Lorsque nous sommes servis du Château Haut Brion 1975 le vin fait pataud, collant à la glaise alors que le précédent était sur un petit nuage. Et par la magie de l’accord avec le ris de veau à la cubaine, le vin gagne en hauteur de façon spectaculaire. Cette transformation est inouïe. Le ris est d’une qualité extrême et l’accord crée de la valeur ajoutée.
Le quasi de veau basse température, est accompagnée d’une sauce que Jean-philippe aime à appeler Grand Cru, alors qu’il n’y a pas une goutte de vin. Cette sauce est rose, et la petite pointe de framboise rappelle l’odeur des bondes de fûts en Bourgogne. Ce plat est le velours qui convient au Richebourg Domaine de la Romanée Conti 1973. Tout en ce vin est subtil, mais un peu timide. On sent qu’il a des choses à dire, mais qu’il reste sur le pas de la porte pour ne pas déranger. C’est un grand vin mais qui joue un peu discrètement malgré la sauce divine qui lui va comme un gant.
Le suprême de pigeon à la goutte de sang, poêlée de févettes est une merveille de la cuisine de Jean-Philippe. En lui associant un Ermitage "Le Pavillon" M. Chapoutier 1991, on sait qu’on a acheté un ticket gagnant. Le vin est sûr de lui, lisible comme une évidence, plein, équilibré, parfait.
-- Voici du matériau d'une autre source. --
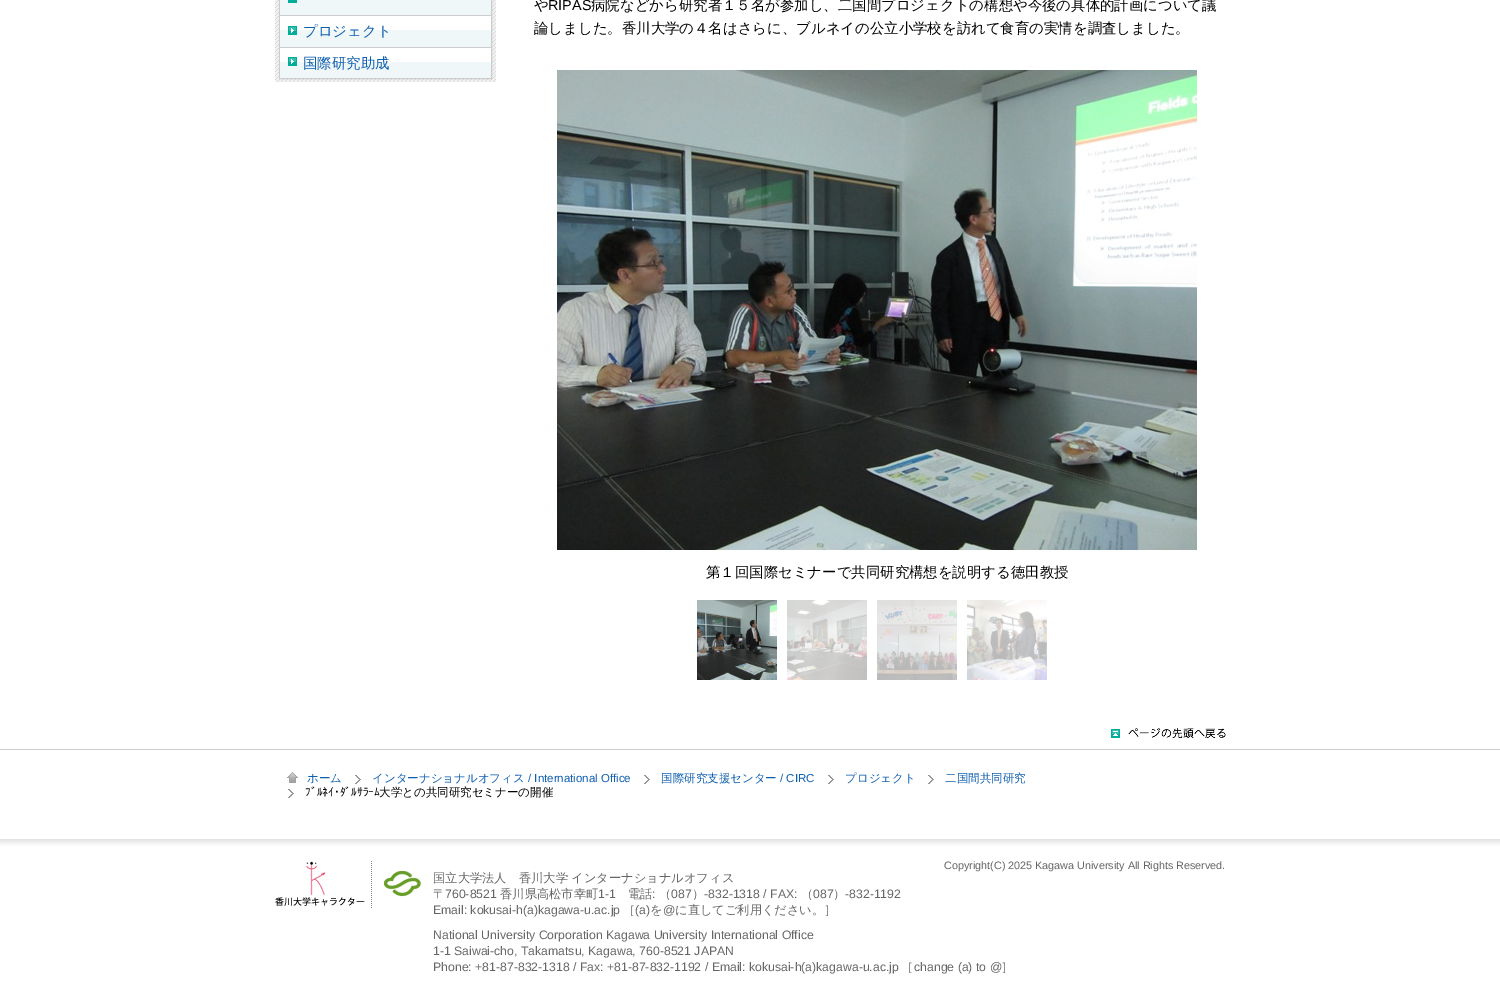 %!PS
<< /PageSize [1500 982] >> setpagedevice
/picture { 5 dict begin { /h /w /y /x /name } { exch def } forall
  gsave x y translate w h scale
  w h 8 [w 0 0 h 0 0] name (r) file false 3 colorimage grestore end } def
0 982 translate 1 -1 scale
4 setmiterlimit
1 setgray
0 0 1500 982 rectfill
(img1.rgb) 275 0 221 82 picture
0.8 setgray
279.5 -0.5 212 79 rectstroke
1 setgray
280 16 211 46 rectfill
0.937 0.969 0.973 setrgbcolor
280 0 211 15 rectfill
0 0.675 0.604 setrgbcolor
288 0 9 3 rectfill
0.937 0.969 0.973 setrgbcolor
280 30 211 17 rectfill
0.8 setgray
280 15 211 1 rectfill
(img2.rgb) 288 26 9 9 picture
/WenQuanYiZenHei-Medium [14.4 0 0 -14.4 0 0] selectfont
0.055 0.373 0.69 setrgbcolor
303 36 moveto (プロジェクト) show
0.937 0.969 0.973 setrgbcolor
280 62 211 16 rectfill
0.8 setgray
280 47 211 1 rectfill
(img2.rgb) 288 57 9 9 picture
0.055 0.373 0.69 setrgbcolor
303 68 moveto (国際研究助成) show
0 setgray
534 10 moveto (や) show
/LiberationSans-Regular [14.4 0 0 -14.4 0 0] selectfont
548 10 moveto (RIPAS) show
/WenQuanYiZenHei-Medium [14.4 0 0 -14.4 0 0] selectfont
591 10 moveto (病院などから研究者１５名が参加し、二国間プロジェクトの構想や今後の具体的計画について議) show
534 33 moveto (論しました。香川大学の４名はさらに、ブルネイの公立小学校を訪れて食育の実情を調査しました。) show
(img3.rgb) 557 70 640 480 picture
706 577 moveto (第１回国際セミナーで共同研究構想を説明する徳田教授) show
(img4.rgb) 697 600 80 80 picture
(img5.rgb) 787 600 80 80 picture
(img6.rgb) 877 600 80 80 picture
(img7.rgb) 967 600 80 80 picture
(img8.rgb) 1111 728 115 11 picture
0.8 setgray
0 749 1500 1 rectfill
(img9.rgb) 287 772 11 11 picture
/WenQuanYiZenHei-Medium [11.5 0 0 -11.5 0 0] selectfont
0.055 0.373 0.69 setrgbcolor
307 782 moveto (ホーム) show
(img10.rgb) 355 775 6 9 picture
372 782 moveto (インターナショナルオフィス) show
/LiberationSans-Regular [11.5 0 0 -11.5 0 0] selectfont
528 782 moveto (/ International Office) show
(img10.rgb) 644 775 6 9 picture
/WenQuanYiZenHei-Medium [11.5 0 0 -11.5 0 0] selectfont
661 782 moveto (国際研究支援センター) show
/LiberationSans-Regular [11.5 0 0 -11.5 0 0] selectfont
780 782 moveto (/ CIRC) show
(img10.rgb) 828 775 6 9 picture
/WenQuanYiZenHei-Medium [11.5 0 0 -11.5 0 0] selectfont
845 782 moveto (プロジェクト) show
(img10.rgb) 928 775 6 9 picture
945 782 moveto (二国間共同研究) show
(img10.rgb) 288 789 6 9 picture
/IPAPGothic-Regular [11.5 0 0 -11.5 0 0] selectfont
0 setgray
305 796 moveto (ﾌﾞﾙﾈｲ･ﾀﾞﾙｻﾗｰﾑ) show
/WenQuanYiZenHei-Medium [11.5 0 0 -11.5 0 0] selectfont
379 796 moveto (大学との共同研究セミナーの開催) show
(img11.rgb) 0 839 1500 7 picture
/LiberationSans-Regular [10.8 0 0 -10.8 0 0] selectfont
0.4 setgray
944 869 moveto (Copyright\(C\) 2025 Kagawa University All Rights Reserved.) show
(img12.rgb) 275 861 97 47 picture
(img13.rgb) 384 871 37 26 picture
/WenQuanYiZenHei-Medium [12.25 0 0 -12.25 0 0] selectfont
433 882 moveto (国立大学法人　香川大学 インターナショナルオフィス) show
433 898 moveto (〒) show
/LiberationSans-Regular [12.25 0 0 -12.25 0 0] selectfont
445 898 moveto (760-8521) show
/WenQuanYiZenHei-Medium [12.25 0 0 -12.25 0 0] selectfont
500 898 moveto (香川県高松市幸町) show
/LiberationSans-Regular [12.25 0 0 -12.25 0 0] selectfont
598 898 moveto (1-1) show
/WenQuanYiZenHei-Medium [12.25 0 0 -12.25 0 0] selectfont
628 898 moveto (電話) show
/LiberationSans-Regular [12.25 0 0 -12.25 0 0] selectfont
652 898 moveto (:) show
/WenQuanYiZenHei-Medium [12.25 0 0 -12.25 0 0] selectfont
659 898 moveto (（) show
/LiberationSans-Regular [12.25 0 0 -12.25 0 0] selectfont
671 898 moveto (087) show
/WenQuanYiZenHei-Medium [12.25 0 0 -12.25 0 0] selectfont
692 898 moveto (）) show
/LiberationSans-Regular [12.25 0 0 -12.25 0 0] selectfont
704 898 moveto (-832-1318 / FAX:) show
/WenQuanYiZenHei-Medium [12.25 0 0 -12.25 0 0] selectfont
801 898 moveto (（) show
/LiberationSans-Regular [12.25 0 0 -12.25 0 0] selectfont
813 898 moveto (087) show
/WenQuanYiZenHei-Medium [12.25 0 0 -12.25 0 0] selectfont
833 898 moveto (）) show
/LiberationSans-Regular [12.25 0 0 -12.25 0 0] selectfont
845 898 moveto (-832-1192) show
433 914 moveto (Email: kokusai-h\(a\)kagawa-u.ac.jp) show
/WenQuanYiZenHei-Medium [12.25 0 0 -12.25 0 0] selectfont
623 914 moveto (［) show
/LiberationSans-Regular [12.25 0 0 -12.25 0 0] selectfont
635 914 moveto (\(a\)) show
/WenQuanYiZenHei-Medium [12.25 0 0 -12.25 0 0] selectfont
650 914 moveto (を) show
/LiberationSans-Regular [12.25 0 0 -12.25 0 0] selectfont
663 914 moveto (@) show
/WenQuanYiZenHei-Medium [12.25 0 0 -12.25 0 0] selectfont
675 914 moveto (に直してご利用ください。］) show
/LiberationSans-Regular [12.25 0 0 -12.25 0 0] selectfont
433 939 moveto (National University Corporation Kagawa University International Office) show
433 955 moveto (1-1 Saiwai-cho, Takamatsu, Kagawa, 760-8521 JAPAN) show
433 971 moveto (Phone: +81-87-832-1318 / Fax: +81-87-832-1192 / Email: kokusai-h\(a\)kagawa-u.ac.jp) show
/WenQuanYiZenHei-Medium [12.25 0 0 -12.25 0 0] selectfont
901 971 moveto (［) show
/LiberationSans-Regular [12.25 0 0 -12.25 0 0] selectfont
914 971 moveto (change \(a\) to @) show
/WenQuanYiZenHei-Medium [12.25 0 0 -12.25 0 0] selectfont
1001 971 moveto (］) show
showpage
Et le plat n’a pas besoin de faire d’effort pour coller à lui comme tenon et mortaise. C’est de la gastronomie pullman, fondée sur une dextérité du cuisinier et du vigneron.
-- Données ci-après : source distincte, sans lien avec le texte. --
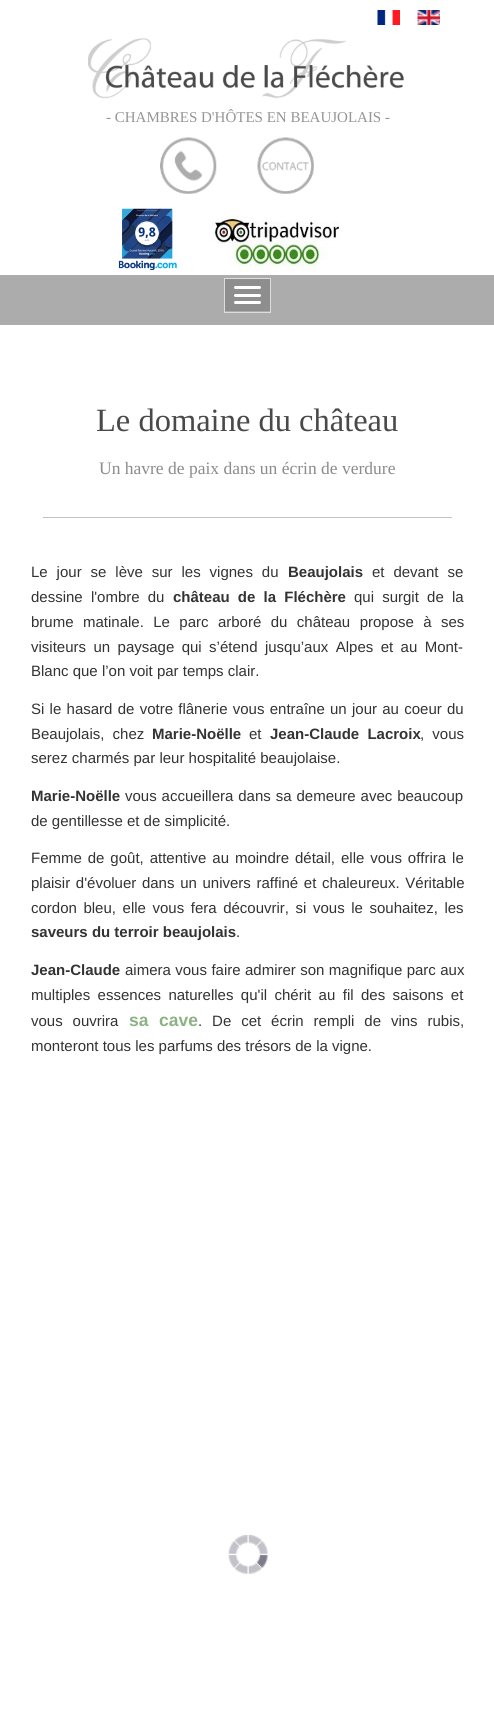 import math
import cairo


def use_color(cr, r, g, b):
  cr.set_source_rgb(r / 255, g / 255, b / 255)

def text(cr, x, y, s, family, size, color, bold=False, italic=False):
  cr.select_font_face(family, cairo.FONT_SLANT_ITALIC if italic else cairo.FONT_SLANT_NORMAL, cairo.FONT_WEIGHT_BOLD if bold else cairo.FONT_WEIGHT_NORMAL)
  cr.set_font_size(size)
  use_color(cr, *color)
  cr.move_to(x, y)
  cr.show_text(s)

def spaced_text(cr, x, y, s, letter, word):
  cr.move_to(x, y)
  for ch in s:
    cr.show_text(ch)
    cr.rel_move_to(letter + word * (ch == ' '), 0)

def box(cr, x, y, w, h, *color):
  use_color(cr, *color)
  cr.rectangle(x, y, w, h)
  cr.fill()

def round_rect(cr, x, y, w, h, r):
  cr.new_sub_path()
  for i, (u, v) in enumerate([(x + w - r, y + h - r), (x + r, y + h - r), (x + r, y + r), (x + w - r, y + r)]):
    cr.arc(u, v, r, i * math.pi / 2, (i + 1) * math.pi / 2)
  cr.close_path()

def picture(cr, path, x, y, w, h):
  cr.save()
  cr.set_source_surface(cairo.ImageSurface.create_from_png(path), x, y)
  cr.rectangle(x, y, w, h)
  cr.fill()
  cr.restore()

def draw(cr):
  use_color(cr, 255, 255, 255)
  cr.paint()
  picture(cr, "img_01.png", 377, 10, 23, 15)
  picture(cr, "img_02.png", 417, 10, 23, 15)
  picture(cr, "img_03.png", 88, 38, 316, 61)
  picture(cr, "img_04.png", 160, 137, 57, 57)
  picture(cr, "img_05.png", 257, 137, 57, 57)
  picture(cr, "img_06.png", 118, 208, 59, 62)
  picture(cr, "img_07.png", 211, 209, 128, 64)
  box(cr, 0, 275, 494, 50, 172, 172, 172)
  box(cr, 225, 279, 45, 32, 142, 142, 142)
  cr.rectangle(224.5, 278.5, 46, 34)
  use_color(cr, 221, 221, 221)
  cr.set_line_width(1)
  cr.stroke()
  use_color(cr, 255, 255, 255)
  round_rect(cr, 234, 286, 27, 3, 1.5)
  cr.fill()
  round_rect(cr, 234, 294, 27, 3, 1.5)
  cr.fill()
  round_rect(cr, 234, 301, 27, 3, 1.5)
  cr.fill()
  picture(cr, "img_08.png", 228, 1535, 40, 39)
  text(cr, 106, 122, "- CHAMBRES D'HÔTES EN BEAUJOLAIS -", "Liberation Serif", 15, (149, 149, 149))
  text(cr, 96, 431, "Le domaine du château", "Liberation Serif", 32.5, (73, 73, 73))
  text(cr, 99, 474, "Un havre de paix dans un écrin de verdure", "Liberation Serif", 17.5, (140, 139, 139))
  text(cr, 43, 515, "_________________________________________________", "Liberation Sans", 15, (192, 192, 192))
  use_color(cr, 51, 51, 51)
  spaced_text(cr, 31, 577, "Le jour se lève sur les vignes du", 0, 4.75)
  text(cr, 288, 577, "Beaujolais", "Liberation Sans", 15, (51, 51, 51), bold=True)
  cr.select_font_face("Liberation Sans")
  spaced_text(cr, 372, 577, "et devant se", 0, 4.75)
  spaced_text(cr, 31, 602, "dessine l'ombre du", 0, 4)
  cr.select_font_face("Liberation Sans", cairo.FONT_SLANT_NORMAL, cairo.FONT_WEIGHT_BOLD)
  spaced_text(cr, 173, 602, "château de la Fléchère", 0, 4)
  cr.select_font_face("Liberation Sans")
  spaced_text(cr, 354, 602, "qui surgit de la", 0, 4)
  spaced_text(cr, 31, 627, "brume matinale. Le parc arboré du château propose à ses", 0, 5.25)
  spaced_text(cr, 31, 652, "visiteurs un paysage qui s’étend jusqu’aux Alpes et au Mont-", 0, 3.25)
  text(cr, 31, 676, "Blanc que l’on voit par temps clair.", "Liberation Sans", 15, (51, 51, 51))
  spaced_text(cr, 31, 714, "Si le hasard de votre flânerie vous entraîne un jour au coeur du", 0, 1.1)
  spaced_text(cr, 31, 739, "Beaujolais, chez", 0, 4)
  text(cr, 152, 739, "Marie-Noëlle", "Liberation Sans", 15, (51, 51, 51), bold=True)
  text(cr, 249, 739, "et", "Liberation Sans", 15, (51, 51, 51))
  cr.select_font_face("Liberation Sans", cairo.FONT_SLANT_NORMAL, cairo.FONT_WEIGHT_BOLD)
  spaced_text(cr, 270, 739, "Jean-Claude Lacroix", 0, 4)
  cr.select_font_face("Liberation Sans")
  spaced_text(cr, 420, 739, ", vous", 0, 4)
  text(cr, 31, 763, "serez charmés par leur hospitalité beaujolaise.", "Liberation Sans", 15, (51, 51, 51))
  text(cr, 31, 801, "Marie-Noëlle", "Liberation Sans", 15, (51, 51, 51), bold=True)
  cr.select_font_face("Liberation Sans")
  spaced_text(cr, 125, 801, "vous accueillera dans sa demeure avec beaucoup", 0, 0.75)
  text(cr, 31, 826, "de gentillesse et de simplicité.", "Liberation Sans", 15, (51, 51, 51))
  spaced_text(cr, 31, 863, "Femme de goût, attentive au moindre détail, elle vous offrira le", 0, 1.75)
  spaced_text(cr, 31, 888, "plaisir d'évoluer dans un univers raffiné et chaleureux. Véritable", 0, 1.5)
  spaced_text(cr, 31, 913, "cordon bleu, elle vous fera découvrir, si vous le souhaitez, les", 0, 2.4)
  text(cr, 31, 937, "saveurs du terroir beaujolais", "Liberation Sans", 15, (51, 51, 51), bold=True)
  text(cr, 236, 937, ".", "Liberation Sans", 15, (51, 51, 51))
  text(cr, 31, 975, "Jean-Claude", "Liberation Sans", 15, (51, 51, 51), bold=True)
  cr.select_font_face("Liberation Sans")
  spaced_text(cr, 125, 975, "aimera vous faire admirer son magnifique parc aux", 0, 0.25)
  spaced_text(cr, 31, 1000, "multiples essences naturelles qu'il chérit au fil des saisons et", 0, 3.25)
  spaced_text(cr, 31, 1026, "vous ouvrira", 0, 5.75)
  cr.select_font_face("Liberation Sans", cairo.FONT_SLANT_NORMAL, cairo.FONT_WEIGHT_BOLD)
  cr.set_font_size(17.5)
  use_color(cr, 139, 178, 131)
  spaced_text(cr, 129, 1026, "sa cave", 0, 5.75)
  cr.select_font_face("Liberation Sans")
  cr.set_font_size(15)
  use_color(cr, 51, 51, 51)
  spaced_text(cr, 198, 1026, ". De cet écrin rempli de vins rubis,", 0, 5.75)
  text(cr, 31, 1051, "monteront tous les parfums des trésors de la vigne.", "Liberation Sans", 15, (51, 51, 51))


surface = cairo.ImageSurface(cairo.FORMAT_RGB24, 494, 1735)
cr = cairo.Context(surface)
options = cairo.FontOptions()
options.set_hint_metrics(cairo.HINT_METRICS_OFF)
options.set_hint_style(cairo.HINT_STYLE_NONE)
cr.set_font_options(options)
cr.set_miter_limit(4)
draw(cr)
surface.write_to_png("out.png")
Le Stilton est goûteux. Peut-être un peu trop fort et trop salé, mais goûteux. Il en faudrait plus pour faire vaciller le Château d’Yquem 1986 qui est toujours un roc, dans la définition d’un Yquem puissant, archétypal.
Et ce qui est intéressant, c’est que l’Yquem ne porte pas du tout ombrage au Château Filhot 1972 dont le nez était renversant à l’ouverture, avec des notes de poivre et de menthol. La raviole de mangue au pamplemousse rose est née pour Filhot. Dès que je goûte, je demande à Jean-Philippe d’ajouter une jetée de poivre sur la mangue, car le Filhot appelle ce poivre. Et l’accord est merveilleux, confondant, au point que l’on ne sait pas si le goût vient du mets ou du vin. Le Filhot 1972, ayant mangé une partie de son sucre, donne une image du sauternes frais et délicat qui est aussi merveilleuse que celle de l’Yquem, plus guerrier et conquérant.
La tarte Tatin du pâtissier fétiche de Jean-Philippe est bonne, mais elle n’ajoute rien au sauternes. J’aurais aimé qu’on double la portion de mangue plutôt que ce très bon dessert.
L’ennui, quand on « fait du social » en invitant le cuisinier à table, c’est que quand il est à table, il n’est pas en cuisine. Aussi est-ce vers trois heures du matin que nous avons fini un repas qui restera dans nos mémoires comme un moment de justesse culinaire extrême et de choix de vins variés faisant voyager nos papilles dans des jungles inviolées. Quand on y rajoute la mayonnaise de l’amitié souriante et joyeuse, on est très proche du bonheur parfait.